Johnny Johnson III

Saskatchewan Roughriders
- Position: Wide receiver
- Roster status: Practice roster
- CFL status: American

Personal information
- Born: May 14, 1999 (age 27) Chandler, Arizona, U.S.
- Listed height: 6 ft 1 in (1.85 m)
- Listed weight: 200 lb (91 kg)

Career information
- High school: Chandler
- College: Oregon (2017–2021)
- NFL draft: 2022: undrafted

Career history
- Houston Texans (2022–2024); Saskatchewan Roughriders (2026–present);

Career NFL statistics
- Games played: 2
- Stats at Pro Football Reference

= Johnny Johnson III =

American football player (born 1999)

Johnny Johnson III (born May 14, 1999) is an American professional football wide receiver for the Saskatchewan Roughriders of the Canadian Football League (CFL). He played college football for the Oregon Ducks from 2017 to 2021.

==College career==
As a junior, Johnson caught 57 passes for 836 yards and seven touchdowns for the 2019 Oregon Ducks football team that won the Pac-12 Conference championship and defeated Wisconsin in the 2020 Rose Bowl. As a fifth-year senior in 2021, he tallied 25 receptions for 311 yards before an injury sustained against Washington State ended his season. He finished his college career with 139 receptions and 1,928 receiving yards.

==Professional career==

Pre-draft measurables
| Height | Weight | Arm length | Hand span | Wingspan | 40-yard dash | 10-yard split | 20-yard split | 20-yard shuttle | Three-cone drill | Vertical jump | Broad jump | Bench press |
| 5 ft 11+7⁄8 in (1.83 m) | 197 lb (89 kg) | 30+1⁄2 in (0.77 m) | 9+3⁄4 in (0.25 m) | 6 ft 2+1⁄8 in (1.88 m) | 4.60 s | 1.53 s | 2.56 s | 4.28 s | 7.14 s | 35.5 in (0.90 m) | 10 ft 1 in (3.07 m) | 18 reps |
All values from NFL Combine/Pro Day

===Houston Texans===
On April 30, 2022, Johnson signed with the Houston Texans as an undrafted free agent. Johnson was waived during final roster cuts on August 30, but signed to the team's practice squad the following day. He appeared in one game during his rookie season. He signed a reserve/future contract on January 10, 2023.

On August 29, 2023, Johnson was waived by the Texans and re-signed to the practice squad. He signed a reserve/future contract on January 22, 2024.

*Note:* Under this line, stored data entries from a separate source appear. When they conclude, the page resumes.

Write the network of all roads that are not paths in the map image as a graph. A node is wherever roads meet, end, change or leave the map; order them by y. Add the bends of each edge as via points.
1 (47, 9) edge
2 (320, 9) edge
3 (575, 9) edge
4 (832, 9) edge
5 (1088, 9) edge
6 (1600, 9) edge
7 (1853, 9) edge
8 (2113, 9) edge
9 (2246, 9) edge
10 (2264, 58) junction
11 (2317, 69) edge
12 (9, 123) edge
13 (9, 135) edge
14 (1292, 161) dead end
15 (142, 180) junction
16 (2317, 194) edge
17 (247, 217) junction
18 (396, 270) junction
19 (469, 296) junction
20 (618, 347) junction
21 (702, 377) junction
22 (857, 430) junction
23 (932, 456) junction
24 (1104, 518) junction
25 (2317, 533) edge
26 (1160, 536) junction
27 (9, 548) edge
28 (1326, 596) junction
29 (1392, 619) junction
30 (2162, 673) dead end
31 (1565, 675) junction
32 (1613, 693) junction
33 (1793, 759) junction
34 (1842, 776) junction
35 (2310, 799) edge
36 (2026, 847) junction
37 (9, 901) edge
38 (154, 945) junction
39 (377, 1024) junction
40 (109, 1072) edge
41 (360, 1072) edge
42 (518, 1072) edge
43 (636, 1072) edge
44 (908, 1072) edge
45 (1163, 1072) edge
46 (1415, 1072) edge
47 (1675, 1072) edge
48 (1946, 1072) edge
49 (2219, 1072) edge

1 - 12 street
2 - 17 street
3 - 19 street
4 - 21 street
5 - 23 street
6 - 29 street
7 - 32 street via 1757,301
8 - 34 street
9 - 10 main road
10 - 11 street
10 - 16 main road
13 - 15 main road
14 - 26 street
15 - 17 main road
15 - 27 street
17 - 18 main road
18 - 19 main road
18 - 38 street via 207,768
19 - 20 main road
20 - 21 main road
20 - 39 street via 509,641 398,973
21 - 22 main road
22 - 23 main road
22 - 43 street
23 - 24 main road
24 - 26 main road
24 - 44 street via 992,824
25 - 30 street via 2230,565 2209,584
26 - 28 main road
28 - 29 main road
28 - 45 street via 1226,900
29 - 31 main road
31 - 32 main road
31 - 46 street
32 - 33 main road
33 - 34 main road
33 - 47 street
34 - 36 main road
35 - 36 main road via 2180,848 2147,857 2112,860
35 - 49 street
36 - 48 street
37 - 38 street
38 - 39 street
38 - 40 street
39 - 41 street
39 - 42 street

Johnson was waived by the Texans on August 27, 2024, and re-signed to the practice squad. He signed a reserve/future contract with the Texans on January 21, 2025. Johnson was waived/injured by Houston on August 6.

===Saskatchewan Roughriders===
On May 19, 2026, Johnson signed with the Saskatchewan Roughriders of the Canadian Football League (CFL).